Booker's Bain Backtrack

Booker’s Bain Backtrack

With an eye towards 2020, Senator Cory Booker is now attacking a private equity firm, Bain Capital. Yet, his 2012 remarks condemning the Obama campaign’s attacks on Bain Capital as “nauseating” clearly contradict his new stance. Senator Booker appeared at event this weekend addressing the recent failure New Jersey based, Toys R Us. The Senator […]

June 4, 2018
Booker’s Bain Backtrack

With an eye towards 2020, Senator Cory Booker is now attacking a private equity firm, Bain Capital. Yet, his 2012 remarks condemning the Obama campaign’s attacks on Bain Capital as “nauseating” clearly contradict his new stance.

Senator Booker appeared at event this weekend addressing the recent failure New Jersey based, Toys R Us. The Senator criticized the leadership of Bain Capital and other venture capital firms for increasing the company’s debt and leading to its demise:

“Booker said the situation raises ‘a moral question’ that the United States needs to confront about whether “so many big finance firms could saddle a company with debt, collect exorbitant fees, negotiate away the future of tens of thousands of workers and then, when the company goes south, walk away with hundreds of millions of dollars of profit.'”

Yet, in 2012 as a surrogate for the Obama campaign, Booker “sharply criticized” the campaign for attacking Mitt Romney’s work at Bain Capital.

Booker: “I Have To Just Say, From A Very Personal Level, I’m Not About To Sit Here And Indict Private Equity … It’s Nauseating To The American Public. Enough Is Enough. Stop Attacking Private Equity.” (Raymond Hernandez, “Surrogate For Obama Denounces Anti-Romney Ad,” The New York Times, 5/20/12)
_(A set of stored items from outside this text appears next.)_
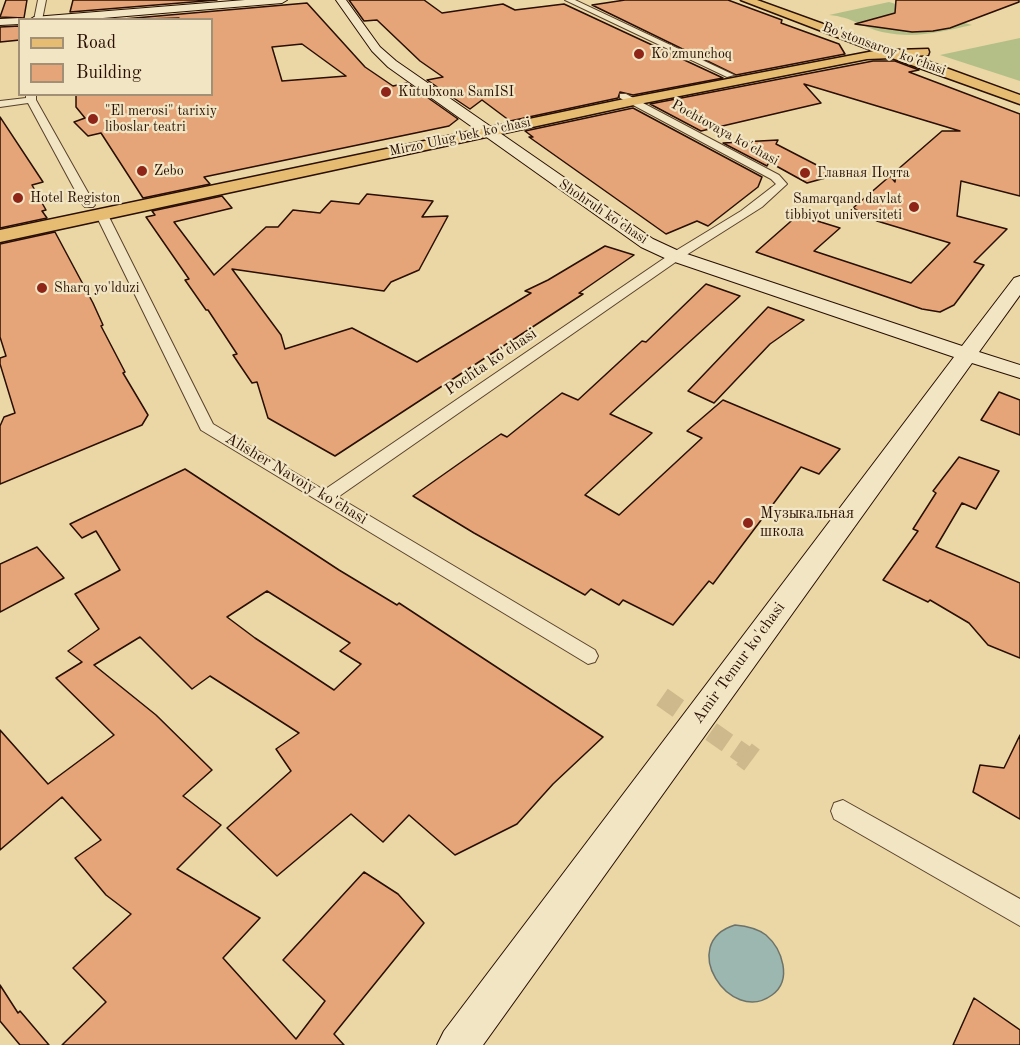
<!DOCTYPE html>
<meta charset="utf-8">
<style>
body{margin:0}
#map{position:relative;width:1020px;height:1045px;overflow:hidden;background:#ead7a5;font-family:"Old Standard TT",serif}
canvas{display:block}
.legend{position:absolute;left:18px;top:18px;width:195px;height:78px;box-sizing:border-box;background:#f1e5c4;border:2px solid #a18f76;margin:0;padding:8px 10px;list-style:none;font-size:18px;color:#290e01}
.legend li{display:flex;align-items:center;gap:12px;height:30px}
.legend b{width:30px;border:2px solid #a18f76}
</style>
<div id="map">
<canvas width="1020" height="1045"></canvas>
<ul class="legend">
<li><b style="height:8px;background:#e5bc72"></b>Road</li>
<li><b style="height:16px;background:#e5a579"></b>Building</li>
</ul>
</div>
<script>
const g = document.querySelector('canvas').getContext('2d');
g.lineJoin = 'round';
function fillPath(path, color) { g.fillStyle = color; g.fill(path, 'evenodd'); }
function stroke(path, color, width, dash) { g.strokeStyle = color; g.lineWidth = width; g.lineCap = dash ? 'butt' : 'round'; g.setLineDash(dash || []); g.stroke(path); }
function label(font, color, halo, rows, align = 'center') {
  g.font = font + ' "Old Standard TT",serif'; g.lineWidth = 4.5; g.setLineDash([]); g.textBaseline = 'middle'; g.strokeStyle = halo; g.fillStyle = color; for (const [text, x, y, turn = 0] of rows) {
    g.save(); g.translate(x, y); g.rotate((+turn || 0) * Math.PI / 180); g.textAlign = isNaN(turn) ? turn : align; if (halo) g.strokeText(text, 0, 0); g.fillText(text, 0, 0); g.restore();
  }
}
const green = new Path2D(`
 M889,2L972,25C940,32 915,39 882,32C862,27 852,17 829,15Z
 M1020,38V81L940,55Z`);
const water = new Path2D(`
 M735,925C746,926 757,928 766,935C782,949 793,980 772,995C730,1026 676,943 735,925Z`);
const building = new Path2D(`
 M6,0H27L24,18L0,17Z
 M73,0H217L70,12Z
 M349,0H424L442,13L503,4L515,10L564,4L723,78L633,95L620,92L618,98L510,121L482,100L470,109L427,80L443,77L420,61L377,20L364,21Z
 M625,0H728L782,20L781,23L839,44L845,54L736,75L592,5Z
 M896,0H1019V2L950,28L933,31L912,32L855,24L895,13Z
 M307,3L365,67L393,86L407,83L458,119L449,126L204,177L210,184L143,198L101,133L88,136L74,122L85,118L76,107V94H212V20H180L179,18L112,20ZM302,44L346,76L282,81L272,47Z
 M20,26V40L0,42V27Z
 M873,61H895L919,70L909,72L1020,114V196L961,181L957,216L1007,229L974,262L984,265L954,305L940,312L922,309L756,252L798,215L840,228L814,251L911,283L950,243L877,221L853,208L890,176L895,182L896,171L942,131H960L804,84L821,103L701,131L650,104Z
 M633,108L762,177L758,187L708,226L697,221L666,234L529,137H533L525,131Z
 M0,117L43,182L32,185L46,210L42,211L47,218L0,228Z
 M778,140L776,144L836,175L807,183L769,162L767,166L723,143Z
 M367,194L433,201L422,217L448,216L419,270L391,282L384,291L232,269L281,335L285,349L352,328L417,362L531,293L525,291L548,280L605,246L634,255L579,293L583,294L335,456L268,418L257,382L252,383L233,355L237,354L208,310H206L185,280L189,279L146,217L155,215L152,211L222,196L232,208L174,222L214,275L266,227H278L293,210L320,213L331,201L359,204Z
 M55,232L93,303L103,325L101,326L125,372L123,373L148,415L142,425L0,484V426L4,417L15,413L0,364V358L6,356L0,337V244Z
 M706,284L740,296L610,414L652,433L585,495L619,515L702,438L687,431L723,400L840,449L819,474L801,467L713,584L709,581L673,625L623,600L619,605L591,589L585,595L474,533L413,496L501,434L507,437L562,393L578,400L642,341L646,342Z
 M768,307L804,320L770,344L714,403L688,391Z
 M999,392L1020,400V435L981,420Z
 M959,457L999,471L976,509L962,503L936,547L1020,583V658L988,645L969,623L930,600L928,602L883,580L918,531L913,529L936,493L933,491Z
 M185,469L339,570L397,605L399,603L603,737L553,784L517,824L455,855L409,815L383,842L351,814L277,876L227,828L291,771L276,749L299,733L210,676L192,689L140,637L94,665L156,715L212,770L183,796L221,825L177,869L260,918L223,958L296,1039L325,1001L283,960L364,872L398,894L424,923L334,1034L344,1045H62L106,1002L73,968L131,914L106,895L75,858L101,840L62,797L0,850V730L48,784L114,735L56,678L82,662L68,651L99,629L75,594L120,570L96,531L82,538L70,524ZM267,591L350,643L340,651L361,664L334,690L255,638L227,617Z
 M37,547L64,578L0,612V564Z
 M1020,735V819L973,792L980,765L1004,768Z
 M0,985L18,1013L20,1011L49,1045H20L0,1021Z
 M974,998L1020,1030V1045H953Z`);
const streetTunnelFar1 = new Path2D(`
 M662,697L746,756`);
const streetTunnel = new Path2D(`
 M744,754L752,760`);
const street = new Path2D(`
 M38,0H46L42,20H34Z
 M565,0H575L734,75L727,77Z
 M26,94H36V100L95,205L93,207H85L83,205L28,103L0,107V101L26,98Z
 M620,94H626L779,175L787,184L762,207L680,259L338,497L595,650L598,656L595,662L588,664L201,430L95,213L101,210L107,213L213,424L324,490L672,253L741,211L776,184L771,179L620,98Z
 M843,800L1020,899V926L834,819L831,811L834,803Z`);
const secondary = new Path2D(`
 M245,0H287L282,3L79,20H29L34,17Z
 M336,0H346L380,47L396,61L653,239L681,252L962,346L1014,278L1020,276V295L979,352L1020,365V378L972,363L483,1045H437L444,1031L954,357L669,260L641,247L388,67L372,51Z
 M20,18L24,20H20V24L0,25V19Z`);
const primary = new Path2D(`
 M741,0H757L895,50L928,49L929,52L928,55L913,56L1020,95V104L892,58L867,59L634,105L0,242V230L634,97L874,51Z`);
const markers = [
 [639,54,6,"#8f2418"],
 [386,92,6,"#8f2418"],
 [93,119,6,"#8f2418"],
 [142,171,6,"#8f2418"],
 [805,173,6,"#8f2418"],
 [18,198,6,"#8f2418"],
 [914,207,6,"#8f2418"],
 [42,288,6,"#8f2418"],
 [748,523,6,"#8f2418"]
];
const farStreetnames = [
 ["Bo'stonsaroy ko'chasi",884,49,20],
 ["Pochtovaya ko'chasi",725,133,29],
 ["Mirzo Ulug'bek ko'chasi",460,137,-12],
 ["Shohruh ko'chasi",603,212,34]
];
const farPoinames = [
 ["Ko'zmunchoq",651,54],
 ["Kutubxona SamISI",398,92],
 ["\"El merosi\" tarixiy",105,111],
 ["liboslar teatri",105,127],
 ["Zebo",154,171],
 ["Главная Почта",817,173],
 ["Hotel Registon",30,198],
 ["Samarqand davlat",902,199,"right"],
 ["tibbiyot universiteti",902,215,"right"],
 ["Sharq yo'lduzi",54,288]
];
const streetNames = [
 ["Pochta ko'chasi",491,362,-34],
 ["Alisher Navoiy ko'chasi",296,479,31],
 ["Amir Temur ko'chasi",739,663,-54]
];
const poiNames = [
 ["Музыкальная",760,514],
 ["школа",760,532]
];
fillPath(green, '#b4bf88');
fillPath(water, '#9bb7b0');
stroke(water, '#6d736a', 1.5);
fillPath(building, '#e5a579');
stroke(building, '#290e01', 1.5);
stroke(streetTunnelFar1, '#cdb98c', 20, [20, 10]);
stroke(streetTunnel, '#cdb98c', 26, [26, 13]);
stroke(street, '#59402a', 2);
stroke(secondary, '#290e01', 2);
stroke(primary, '#290e01', 3);
fillPath(street, '#f1e5c4');
fillPath(secondary, '#f1e5c4');
fillPath(primary, '#e5bc72');
for (const [x, y, r, color] of markers) { const dot = new Path2D(); dot.arc(x, y, r, 0, 2 * Math.PI); g.fillStyle = color; g.fill(dot); stroke(dot, '#f1e5c4', 2); }
label('14px', '#290e01', '#f1e5c4', farStreetnames);
label('14px', '#290e01', '#f1e5c4', farPoinames, 'left');
label('16px', '#290e01', '#f1e5c4', streetNames);
label('16px', '#290e01', '#f1e5c4', poiNames, 'left');
</script>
Booker has also received $23,600 in contributions in 2014 and 2015 from Bain employees.

“Asked about his defense of Bain and the contributions, Booker said he rejected ‘unsophisticated broad-brush-painting’ of venture capitalists, and the contributions were from ‘people I’ve probably known a long time.’ He said he was contacting some of the people he knows at Bain to try to get the workers better treatment.”

One of those people he knows well is potential 2020 opponent, former Massachusetts Governor Deval Patrick who has worked at Bain since 2015. Is Senator Booker changing his tone to differentiate himself in the increasingly crowded 2020 Democratic primary field?